I'm a long-time md raid user, and a big fan of the project.  I have run into an issue that I haven't been able to track down a solution to online.

I have an md raid array using 12TB Seagate Iron Wolf NAS drives in a RAID6 configuration.  This array grew from 4 drives to 10 drives over several years, and after the restripe to 10 drives it started occasionally dropping drives without obvious errors (no read or write issues).

The server is running Ubuntu 20.04.4 LTS (fully updated) and the drives are connected using LSI SAS 9207-8i adapters.

The dropping of drives has led to the array now being in a degraded state, and I can't get it to rebuild.  It fails with a 'recovery interrupted' message.
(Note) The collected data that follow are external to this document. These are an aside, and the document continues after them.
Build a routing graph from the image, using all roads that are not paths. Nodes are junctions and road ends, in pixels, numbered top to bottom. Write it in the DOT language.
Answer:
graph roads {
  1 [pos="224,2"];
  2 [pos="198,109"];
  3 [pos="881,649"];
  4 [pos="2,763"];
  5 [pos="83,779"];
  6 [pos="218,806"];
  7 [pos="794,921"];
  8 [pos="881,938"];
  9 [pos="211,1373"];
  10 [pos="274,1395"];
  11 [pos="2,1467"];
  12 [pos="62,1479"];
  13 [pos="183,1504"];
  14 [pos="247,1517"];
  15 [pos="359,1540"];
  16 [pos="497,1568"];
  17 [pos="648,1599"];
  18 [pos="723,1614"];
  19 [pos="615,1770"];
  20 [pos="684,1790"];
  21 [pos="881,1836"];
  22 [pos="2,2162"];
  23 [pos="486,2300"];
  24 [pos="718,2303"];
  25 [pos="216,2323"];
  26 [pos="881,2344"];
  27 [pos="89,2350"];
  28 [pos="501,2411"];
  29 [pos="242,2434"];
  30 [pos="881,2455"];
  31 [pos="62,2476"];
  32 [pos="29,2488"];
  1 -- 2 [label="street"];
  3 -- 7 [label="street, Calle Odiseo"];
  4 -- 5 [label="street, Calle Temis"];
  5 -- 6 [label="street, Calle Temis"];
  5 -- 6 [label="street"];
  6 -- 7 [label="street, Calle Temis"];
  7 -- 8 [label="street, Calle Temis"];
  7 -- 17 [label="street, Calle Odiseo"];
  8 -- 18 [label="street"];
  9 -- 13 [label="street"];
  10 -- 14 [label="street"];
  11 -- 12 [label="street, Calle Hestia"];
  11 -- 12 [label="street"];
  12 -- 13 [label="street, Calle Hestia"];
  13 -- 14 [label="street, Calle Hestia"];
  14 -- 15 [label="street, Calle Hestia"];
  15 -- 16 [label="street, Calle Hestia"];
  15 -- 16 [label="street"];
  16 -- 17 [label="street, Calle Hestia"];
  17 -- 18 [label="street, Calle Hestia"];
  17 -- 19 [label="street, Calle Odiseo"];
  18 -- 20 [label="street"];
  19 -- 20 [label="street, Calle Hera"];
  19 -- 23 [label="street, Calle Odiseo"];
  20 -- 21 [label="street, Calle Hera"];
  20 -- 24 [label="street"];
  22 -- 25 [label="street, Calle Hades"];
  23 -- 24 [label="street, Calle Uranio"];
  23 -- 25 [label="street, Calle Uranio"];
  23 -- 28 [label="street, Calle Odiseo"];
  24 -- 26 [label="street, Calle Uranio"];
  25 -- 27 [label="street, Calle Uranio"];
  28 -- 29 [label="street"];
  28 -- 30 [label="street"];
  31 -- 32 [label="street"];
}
It did rebuild successfully a few times, but now fails consistently at the same point around 12% done.

I have confirmed that I can read all data from all of my drives using the 'badblocks' tool to read all data from all drives.  No read errors are reported.

The rebuild start up to failure looks like this in the system log:
[  715.210403] md: md3 stopped.
[  715.447441] md/raid:md3: device sdd operational as raid disk 1
[  715.447443] md/raid:md3: device sdp operational as raid disk 9
[  715.447444] md/raid:md3: device sdc operational as raid disk 7
[  715.447445] md/raid:md3: device sdb operational as raid disk 6
[  715.447446] md/raid:md3: device sdm operational as raid disk 5
[  715.447447] md/raid:md3: device sdn operational as raid disk 4
[  715.447448] md/raid:md3: device sdq operational as raid disk 3
[  715.447449] md/raid:md3: device sdo operational as raid disk 2
[  715.451780] md/raid:md3: raid level 6 active with 8 out of 10 devices, algorithm 2
[  715.451839] md3: detected capacity change from 0 to 96000035258368
[  715.452035] md: recovery of RAID array md3
[  715.674492]  md3: p1
[ 9803.487218] md: md3: recovery interrupted.
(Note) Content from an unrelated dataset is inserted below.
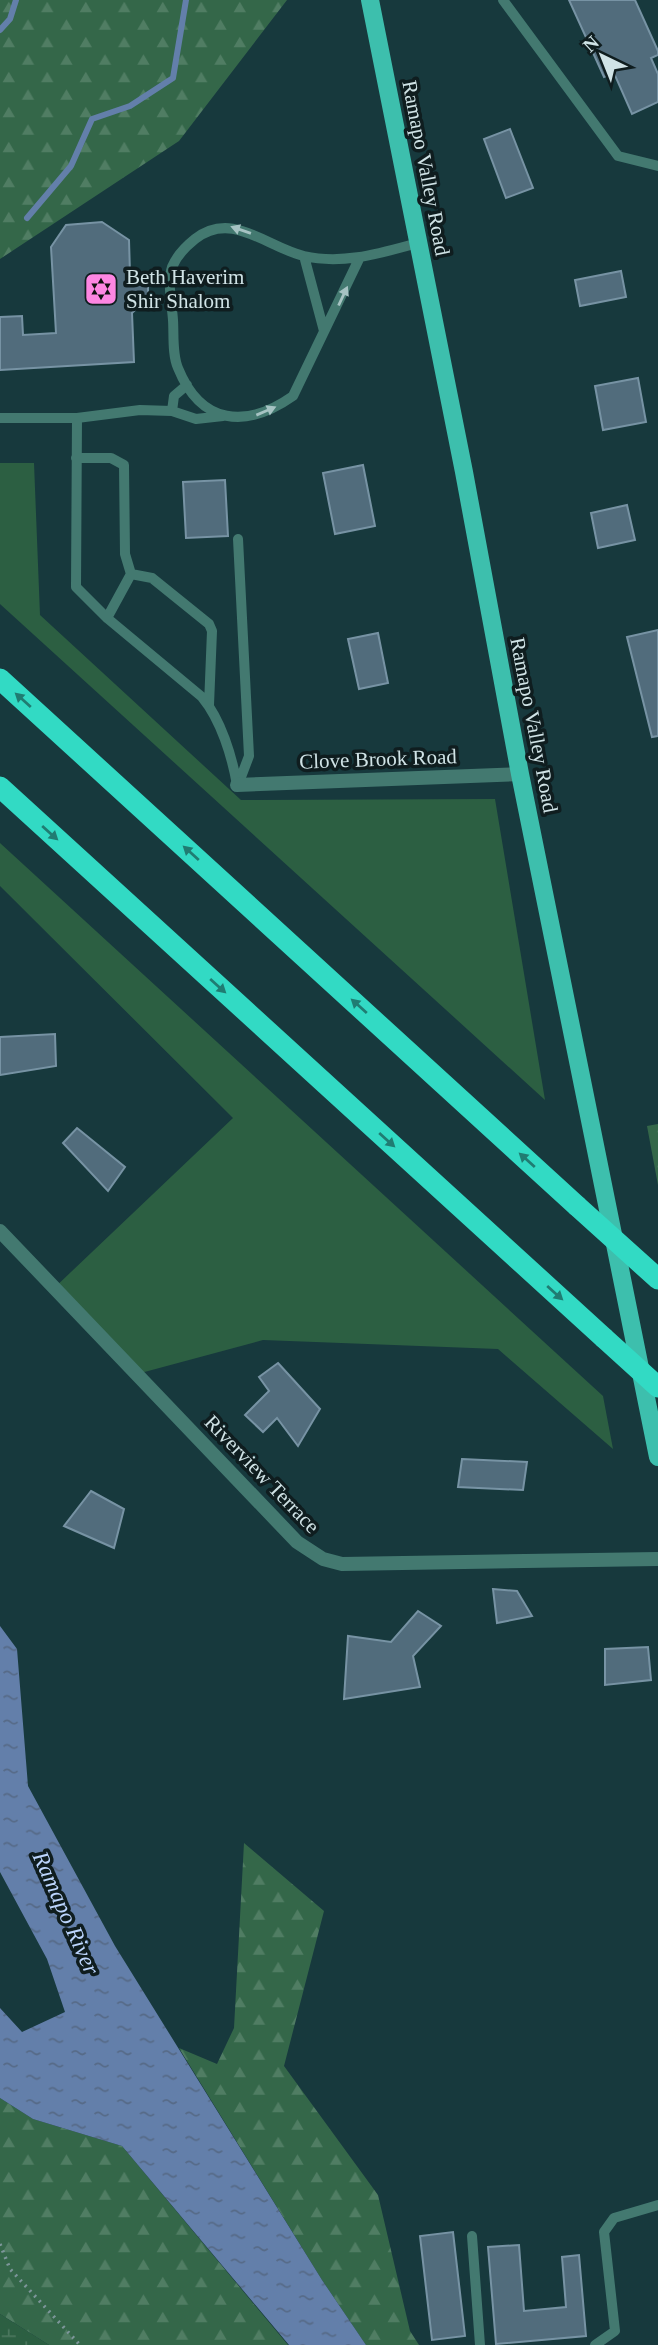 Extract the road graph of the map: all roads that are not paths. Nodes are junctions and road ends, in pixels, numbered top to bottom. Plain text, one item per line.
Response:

I have the technical data about the drive, but it is very large (181K) so I'll post it as a response to this post to minimize clutter.
There are a few md RAID arrays shown in the logs, the one with the problem is 'md3'.

Initially, I'd like to figure out why the rebuild gets interrupted (later I will look into why drives are being dropped).  I would expect an error message explaining the interruption, but I haven't been able to find it.  Maybe it is in an unexpected system log file?

One thing I notice is that one of my drives (/dev/sdc) has 'Bad Blocks Present':
  Bad Block Log : 512 entries available at offset 264 sectors - bad blocks present.

So, a few questions:

- Would the 'Bad Blocks Present' for sdc lead to 'recovery interrupted'?
- More generally, how do I find out what has interrupted the rebuild?

Thanks in advance for your help!

Joe